According to David Fidler, the primary practical issues facing the application of the IHR (2005) are cost and funding. Article 5 Section 4 of the IHR (2005) requires that WHO "shall collect information regarding events through its surveillance activities and assess their potential to cause international disease spread." Within five years of the 2005 IHR's entry into force (which occurred on June 15, 2007), Section 1 requires the States Party "develop, strengthen, or maintain" their surveillance instruments. However, scholars have raised concerns about the ability, or lack thereof of poor or developing countries to comply with regulations, not for lack of intent, but for lack of resources. WHO has indicated that it will provide logistical and collaborative aid, but makes no reference to monetary assistance, which would be crucial to the developing world in the event of a disease pandemic. Byrne has maintained, however, that one of the greatest strengths of the IHR (2005) is that it promotes "international pressure" to facilitate capacity building for functions such as the infrastructure that surveillance requires.
Another consideration in the application of the new regulations is that they allow for "the application of time-limited measures restricting international trade and travel" in the event of a health emergency of international concern, raising the question of whether WHO would be able to show strength at an organizational level. Byrne noted that the lack of codified sanctions does not "rob the IHR [(2005)] of its teeth," maintaining that "... each individual Member State has its own sovereign power to protect itself [which] exerts pressure on everybody to play the game properly."
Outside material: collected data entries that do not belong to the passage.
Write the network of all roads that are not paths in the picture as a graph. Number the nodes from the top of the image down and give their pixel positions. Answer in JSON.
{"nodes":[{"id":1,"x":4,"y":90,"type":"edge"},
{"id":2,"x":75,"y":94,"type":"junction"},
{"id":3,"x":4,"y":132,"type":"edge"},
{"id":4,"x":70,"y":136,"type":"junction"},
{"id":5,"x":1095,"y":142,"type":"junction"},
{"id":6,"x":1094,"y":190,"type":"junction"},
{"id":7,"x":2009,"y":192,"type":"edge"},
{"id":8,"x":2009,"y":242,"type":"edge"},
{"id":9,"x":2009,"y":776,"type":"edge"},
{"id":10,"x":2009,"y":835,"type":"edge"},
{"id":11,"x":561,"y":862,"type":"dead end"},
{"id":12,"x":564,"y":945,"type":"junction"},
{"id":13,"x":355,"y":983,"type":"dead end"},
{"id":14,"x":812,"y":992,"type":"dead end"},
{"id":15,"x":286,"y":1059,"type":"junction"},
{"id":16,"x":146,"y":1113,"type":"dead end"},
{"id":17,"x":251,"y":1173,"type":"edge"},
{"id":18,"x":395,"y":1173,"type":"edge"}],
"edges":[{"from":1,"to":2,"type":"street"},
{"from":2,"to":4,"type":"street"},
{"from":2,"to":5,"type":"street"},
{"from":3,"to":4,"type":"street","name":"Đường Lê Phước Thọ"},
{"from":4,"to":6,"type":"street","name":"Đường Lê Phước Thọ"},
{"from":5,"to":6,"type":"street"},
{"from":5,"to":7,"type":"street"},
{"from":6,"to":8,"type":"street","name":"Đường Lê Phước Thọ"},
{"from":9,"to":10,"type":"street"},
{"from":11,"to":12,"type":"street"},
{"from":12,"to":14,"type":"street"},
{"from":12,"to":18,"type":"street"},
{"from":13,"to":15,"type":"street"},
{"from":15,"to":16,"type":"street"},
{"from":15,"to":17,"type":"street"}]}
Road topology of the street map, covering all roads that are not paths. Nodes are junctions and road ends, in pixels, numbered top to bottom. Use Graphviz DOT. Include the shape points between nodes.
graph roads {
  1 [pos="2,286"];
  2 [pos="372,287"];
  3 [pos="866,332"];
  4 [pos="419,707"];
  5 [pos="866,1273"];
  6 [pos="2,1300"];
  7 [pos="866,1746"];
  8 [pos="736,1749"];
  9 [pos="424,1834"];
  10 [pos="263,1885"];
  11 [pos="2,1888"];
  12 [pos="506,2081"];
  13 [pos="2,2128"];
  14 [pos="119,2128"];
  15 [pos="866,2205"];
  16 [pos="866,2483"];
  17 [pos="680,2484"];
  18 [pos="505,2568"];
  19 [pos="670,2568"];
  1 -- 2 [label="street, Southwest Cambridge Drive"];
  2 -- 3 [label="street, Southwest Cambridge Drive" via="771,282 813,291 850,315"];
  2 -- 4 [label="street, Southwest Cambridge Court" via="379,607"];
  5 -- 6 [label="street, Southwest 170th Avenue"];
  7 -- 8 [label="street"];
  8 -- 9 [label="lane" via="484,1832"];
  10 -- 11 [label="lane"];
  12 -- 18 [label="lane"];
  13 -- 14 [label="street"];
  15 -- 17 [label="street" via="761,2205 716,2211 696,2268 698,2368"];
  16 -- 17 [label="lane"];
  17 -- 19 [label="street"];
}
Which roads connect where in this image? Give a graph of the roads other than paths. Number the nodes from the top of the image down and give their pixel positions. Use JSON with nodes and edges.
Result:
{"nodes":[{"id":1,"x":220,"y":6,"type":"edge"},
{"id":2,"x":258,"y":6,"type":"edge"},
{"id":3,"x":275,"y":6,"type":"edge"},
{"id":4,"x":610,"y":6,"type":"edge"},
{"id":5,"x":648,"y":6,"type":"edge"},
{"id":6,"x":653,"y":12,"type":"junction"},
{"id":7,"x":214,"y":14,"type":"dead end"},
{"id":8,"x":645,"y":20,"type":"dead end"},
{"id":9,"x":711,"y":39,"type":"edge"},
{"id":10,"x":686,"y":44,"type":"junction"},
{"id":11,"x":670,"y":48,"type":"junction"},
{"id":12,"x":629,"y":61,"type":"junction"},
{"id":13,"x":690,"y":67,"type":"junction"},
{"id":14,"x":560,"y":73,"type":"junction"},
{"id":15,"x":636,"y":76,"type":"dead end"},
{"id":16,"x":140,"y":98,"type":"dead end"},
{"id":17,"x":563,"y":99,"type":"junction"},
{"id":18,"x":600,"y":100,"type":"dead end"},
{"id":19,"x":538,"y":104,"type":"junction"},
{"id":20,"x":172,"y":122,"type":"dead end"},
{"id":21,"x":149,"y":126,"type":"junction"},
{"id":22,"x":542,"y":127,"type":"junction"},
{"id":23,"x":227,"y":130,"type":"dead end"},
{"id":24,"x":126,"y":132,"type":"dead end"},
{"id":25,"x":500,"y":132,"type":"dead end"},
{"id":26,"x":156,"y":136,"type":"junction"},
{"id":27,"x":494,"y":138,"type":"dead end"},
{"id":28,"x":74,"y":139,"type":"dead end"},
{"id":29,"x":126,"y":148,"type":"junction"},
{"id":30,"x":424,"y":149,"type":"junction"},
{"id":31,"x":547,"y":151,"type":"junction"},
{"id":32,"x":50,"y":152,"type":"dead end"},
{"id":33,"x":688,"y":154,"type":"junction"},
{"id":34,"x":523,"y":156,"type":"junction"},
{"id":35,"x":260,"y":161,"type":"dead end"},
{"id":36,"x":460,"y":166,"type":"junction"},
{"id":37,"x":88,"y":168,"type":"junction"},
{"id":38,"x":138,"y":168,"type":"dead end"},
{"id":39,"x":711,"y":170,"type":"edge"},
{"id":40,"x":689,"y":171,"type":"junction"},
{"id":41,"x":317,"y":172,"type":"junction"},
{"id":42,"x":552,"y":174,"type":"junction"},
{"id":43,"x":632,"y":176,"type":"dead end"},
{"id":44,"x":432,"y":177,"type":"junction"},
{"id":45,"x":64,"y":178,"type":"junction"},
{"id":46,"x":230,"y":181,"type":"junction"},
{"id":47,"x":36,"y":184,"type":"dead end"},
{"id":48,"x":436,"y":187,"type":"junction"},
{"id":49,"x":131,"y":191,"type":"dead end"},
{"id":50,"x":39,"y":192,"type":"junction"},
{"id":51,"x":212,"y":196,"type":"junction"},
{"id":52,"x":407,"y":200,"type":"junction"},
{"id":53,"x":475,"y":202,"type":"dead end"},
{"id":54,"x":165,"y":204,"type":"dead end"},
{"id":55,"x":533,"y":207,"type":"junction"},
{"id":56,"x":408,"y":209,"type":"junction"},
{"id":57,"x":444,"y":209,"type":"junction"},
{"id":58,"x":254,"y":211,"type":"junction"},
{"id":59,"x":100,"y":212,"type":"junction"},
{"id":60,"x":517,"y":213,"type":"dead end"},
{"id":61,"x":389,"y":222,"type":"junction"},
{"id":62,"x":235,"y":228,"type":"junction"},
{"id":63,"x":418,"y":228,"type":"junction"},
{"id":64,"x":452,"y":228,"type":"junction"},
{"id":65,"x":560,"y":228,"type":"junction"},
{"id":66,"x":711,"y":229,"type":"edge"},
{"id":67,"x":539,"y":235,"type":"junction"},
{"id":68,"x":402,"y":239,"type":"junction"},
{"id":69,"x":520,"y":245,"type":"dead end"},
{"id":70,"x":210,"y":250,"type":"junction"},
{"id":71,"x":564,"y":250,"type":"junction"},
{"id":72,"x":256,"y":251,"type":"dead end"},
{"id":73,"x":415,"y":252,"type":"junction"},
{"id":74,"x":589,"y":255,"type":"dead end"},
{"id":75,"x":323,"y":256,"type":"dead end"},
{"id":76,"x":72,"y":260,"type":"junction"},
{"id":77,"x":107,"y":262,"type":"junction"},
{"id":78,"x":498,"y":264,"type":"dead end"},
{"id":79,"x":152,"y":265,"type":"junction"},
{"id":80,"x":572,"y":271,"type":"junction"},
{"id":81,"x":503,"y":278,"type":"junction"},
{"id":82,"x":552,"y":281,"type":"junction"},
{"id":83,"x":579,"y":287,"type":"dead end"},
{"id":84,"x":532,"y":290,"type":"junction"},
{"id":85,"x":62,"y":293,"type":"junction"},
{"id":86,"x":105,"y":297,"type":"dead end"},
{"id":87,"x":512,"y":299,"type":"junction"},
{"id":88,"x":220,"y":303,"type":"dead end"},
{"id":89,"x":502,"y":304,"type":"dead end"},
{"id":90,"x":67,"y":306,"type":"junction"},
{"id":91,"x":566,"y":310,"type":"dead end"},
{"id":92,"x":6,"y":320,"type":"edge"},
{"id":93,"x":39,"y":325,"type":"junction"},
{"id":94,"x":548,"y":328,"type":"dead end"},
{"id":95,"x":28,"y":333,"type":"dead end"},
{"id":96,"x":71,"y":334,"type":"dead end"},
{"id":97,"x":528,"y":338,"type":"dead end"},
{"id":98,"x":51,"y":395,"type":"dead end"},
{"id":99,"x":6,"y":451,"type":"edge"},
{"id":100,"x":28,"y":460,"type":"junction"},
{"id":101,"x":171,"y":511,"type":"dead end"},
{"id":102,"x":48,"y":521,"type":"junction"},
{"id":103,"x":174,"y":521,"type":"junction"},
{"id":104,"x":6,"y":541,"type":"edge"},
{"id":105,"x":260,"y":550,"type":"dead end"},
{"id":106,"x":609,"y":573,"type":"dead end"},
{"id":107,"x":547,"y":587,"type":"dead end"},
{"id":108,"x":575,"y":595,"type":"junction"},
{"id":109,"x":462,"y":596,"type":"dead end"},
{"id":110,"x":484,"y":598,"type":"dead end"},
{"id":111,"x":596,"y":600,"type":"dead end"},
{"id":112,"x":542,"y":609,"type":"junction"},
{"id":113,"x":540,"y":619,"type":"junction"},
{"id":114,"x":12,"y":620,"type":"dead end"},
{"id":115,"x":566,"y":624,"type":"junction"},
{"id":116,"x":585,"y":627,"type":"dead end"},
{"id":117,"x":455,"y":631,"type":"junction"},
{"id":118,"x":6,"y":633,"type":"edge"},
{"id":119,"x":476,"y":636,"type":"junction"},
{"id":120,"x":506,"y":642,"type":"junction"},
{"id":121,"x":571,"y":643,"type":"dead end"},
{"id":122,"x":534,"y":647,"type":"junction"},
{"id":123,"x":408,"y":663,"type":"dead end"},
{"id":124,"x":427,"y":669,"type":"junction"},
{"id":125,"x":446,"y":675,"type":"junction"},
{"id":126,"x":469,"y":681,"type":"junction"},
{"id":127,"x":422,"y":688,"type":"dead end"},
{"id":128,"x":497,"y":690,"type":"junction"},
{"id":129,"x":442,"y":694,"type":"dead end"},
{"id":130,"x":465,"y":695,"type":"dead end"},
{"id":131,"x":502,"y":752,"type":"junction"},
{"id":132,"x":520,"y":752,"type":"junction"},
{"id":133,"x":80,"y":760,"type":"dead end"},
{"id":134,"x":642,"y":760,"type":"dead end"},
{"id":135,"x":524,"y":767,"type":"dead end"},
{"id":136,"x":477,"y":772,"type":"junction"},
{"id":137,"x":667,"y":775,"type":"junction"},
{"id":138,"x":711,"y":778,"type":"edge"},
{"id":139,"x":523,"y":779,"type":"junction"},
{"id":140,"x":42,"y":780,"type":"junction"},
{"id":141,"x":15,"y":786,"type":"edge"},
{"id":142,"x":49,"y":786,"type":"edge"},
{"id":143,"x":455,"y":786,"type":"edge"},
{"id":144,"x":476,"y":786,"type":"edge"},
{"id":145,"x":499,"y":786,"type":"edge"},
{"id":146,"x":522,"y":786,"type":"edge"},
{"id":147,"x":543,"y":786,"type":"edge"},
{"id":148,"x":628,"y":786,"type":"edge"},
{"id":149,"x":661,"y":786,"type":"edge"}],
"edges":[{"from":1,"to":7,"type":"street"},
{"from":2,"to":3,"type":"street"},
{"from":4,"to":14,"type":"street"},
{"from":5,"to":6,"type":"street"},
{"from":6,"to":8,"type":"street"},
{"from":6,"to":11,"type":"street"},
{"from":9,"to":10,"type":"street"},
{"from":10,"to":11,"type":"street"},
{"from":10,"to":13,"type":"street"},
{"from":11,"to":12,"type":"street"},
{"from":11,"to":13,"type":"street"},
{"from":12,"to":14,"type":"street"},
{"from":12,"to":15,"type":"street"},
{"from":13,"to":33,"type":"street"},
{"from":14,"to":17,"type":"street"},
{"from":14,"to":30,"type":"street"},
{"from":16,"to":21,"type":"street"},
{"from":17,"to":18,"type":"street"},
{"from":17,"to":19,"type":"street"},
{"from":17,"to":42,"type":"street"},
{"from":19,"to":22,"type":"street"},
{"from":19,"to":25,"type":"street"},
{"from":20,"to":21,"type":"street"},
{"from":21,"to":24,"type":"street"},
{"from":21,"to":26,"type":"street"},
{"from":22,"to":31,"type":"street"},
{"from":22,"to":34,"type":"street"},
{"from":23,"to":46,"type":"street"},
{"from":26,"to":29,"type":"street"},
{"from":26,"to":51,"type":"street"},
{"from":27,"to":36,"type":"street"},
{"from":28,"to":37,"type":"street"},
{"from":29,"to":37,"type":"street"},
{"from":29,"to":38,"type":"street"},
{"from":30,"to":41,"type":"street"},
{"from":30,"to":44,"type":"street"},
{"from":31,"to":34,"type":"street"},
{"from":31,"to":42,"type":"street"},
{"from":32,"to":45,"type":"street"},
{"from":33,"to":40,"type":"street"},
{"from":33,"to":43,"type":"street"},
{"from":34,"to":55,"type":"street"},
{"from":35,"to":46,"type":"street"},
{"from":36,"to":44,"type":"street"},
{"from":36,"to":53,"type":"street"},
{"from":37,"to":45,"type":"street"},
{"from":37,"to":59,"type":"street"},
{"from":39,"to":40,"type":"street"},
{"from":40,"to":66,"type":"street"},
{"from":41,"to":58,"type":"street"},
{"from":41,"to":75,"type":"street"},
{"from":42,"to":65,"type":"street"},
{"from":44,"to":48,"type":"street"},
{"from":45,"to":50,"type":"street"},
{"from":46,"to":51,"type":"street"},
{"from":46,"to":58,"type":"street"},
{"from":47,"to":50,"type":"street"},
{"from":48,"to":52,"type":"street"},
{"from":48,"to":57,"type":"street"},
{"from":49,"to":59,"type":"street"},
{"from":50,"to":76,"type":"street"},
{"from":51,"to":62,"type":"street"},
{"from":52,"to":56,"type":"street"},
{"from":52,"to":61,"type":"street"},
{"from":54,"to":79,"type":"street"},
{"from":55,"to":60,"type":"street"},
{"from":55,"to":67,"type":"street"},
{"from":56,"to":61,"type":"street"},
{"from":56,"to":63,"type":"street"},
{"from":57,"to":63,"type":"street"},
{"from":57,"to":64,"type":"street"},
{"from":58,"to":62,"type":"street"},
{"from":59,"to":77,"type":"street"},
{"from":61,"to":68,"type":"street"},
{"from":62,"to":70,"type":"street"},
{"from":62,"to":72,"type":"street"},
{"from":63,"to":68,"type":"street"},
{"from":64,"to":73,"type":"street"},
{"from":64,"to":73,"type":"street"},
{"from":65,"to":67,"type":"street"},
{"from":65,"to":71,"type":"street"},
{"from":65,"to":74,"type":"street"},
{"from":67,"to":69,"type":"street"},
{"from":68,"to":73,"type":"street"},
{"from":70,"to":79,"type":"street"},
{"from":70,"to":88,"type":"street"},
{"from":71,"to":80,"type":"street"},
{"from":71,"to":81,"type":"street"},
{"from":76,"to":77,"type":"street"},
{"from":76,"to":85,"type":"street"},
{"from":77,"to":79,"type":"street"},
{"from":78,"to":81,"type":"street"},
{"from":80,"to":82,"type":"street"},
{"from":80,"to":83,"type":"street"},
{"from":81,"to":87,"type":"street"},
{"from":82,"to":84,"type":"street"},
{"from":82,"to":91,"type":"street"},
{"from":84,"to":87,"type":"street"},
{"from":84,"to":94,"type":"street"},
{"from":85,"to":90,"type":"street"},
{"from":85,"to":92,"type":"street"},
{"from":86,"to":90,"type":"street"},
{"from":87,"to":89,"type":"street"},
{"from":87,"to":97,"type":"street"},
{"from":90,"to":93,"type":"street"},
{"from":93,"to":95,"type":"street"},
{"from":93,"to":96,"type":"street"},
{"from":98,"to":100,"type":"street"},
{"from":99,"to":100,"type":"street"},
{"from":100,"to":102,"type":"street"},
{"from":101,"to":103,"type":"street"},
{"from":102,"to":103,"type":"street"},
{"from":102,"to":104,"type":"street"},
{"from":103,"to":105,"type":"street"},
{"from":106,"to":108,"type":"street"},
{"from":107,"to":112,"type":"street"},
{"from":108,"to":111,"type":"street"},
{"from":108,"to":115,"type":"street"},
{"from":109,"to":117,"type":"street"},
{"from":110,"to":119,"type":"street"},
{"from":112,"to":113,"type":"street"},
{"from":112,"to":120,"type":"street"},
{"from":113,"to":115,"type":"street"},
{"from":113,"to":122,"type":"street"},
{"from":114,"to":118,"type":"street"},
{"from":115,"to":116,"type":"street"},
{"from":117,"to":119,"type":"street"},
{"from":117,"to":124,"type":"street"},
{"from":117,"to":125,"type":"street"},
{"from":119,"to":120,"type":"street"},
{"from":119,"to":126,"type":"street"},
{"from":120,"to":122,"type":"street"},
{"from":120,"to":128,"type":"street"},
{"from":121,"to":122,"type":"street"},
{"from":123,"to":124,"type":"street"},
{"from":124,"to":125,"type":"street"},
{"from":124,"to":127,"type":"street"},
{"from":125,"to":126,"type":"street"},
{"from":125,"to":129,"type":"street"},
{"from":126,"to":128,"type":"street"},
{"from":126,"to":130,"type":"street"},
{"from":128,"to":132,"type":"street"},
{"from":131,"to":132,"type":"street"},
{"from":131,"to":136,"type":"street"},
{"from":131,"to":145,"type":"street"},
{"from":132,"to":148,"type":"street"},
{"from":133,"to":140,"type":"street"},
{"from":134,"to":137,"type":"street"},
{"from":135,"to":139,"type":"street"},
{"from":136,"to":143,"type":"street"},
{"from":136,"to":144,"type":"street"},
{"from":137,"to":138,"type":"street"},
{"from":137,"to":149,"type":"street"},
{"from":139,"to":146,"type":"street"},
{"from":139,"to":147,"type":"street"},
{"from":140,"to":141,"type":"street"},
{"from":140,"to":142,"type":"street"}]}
The borders of the globe have changed since the early Sanitary Conferences that spurred the creation of the original IHR (1969), but microorganisms and pathogens continue follow "trade and travel" and new borders remain permeable to disease. Consequently, now that the IHR (2005) has entered into force it is important to look to the instrument's history as well as its future use to appreciate its current application as a legal mechanism to address global disease.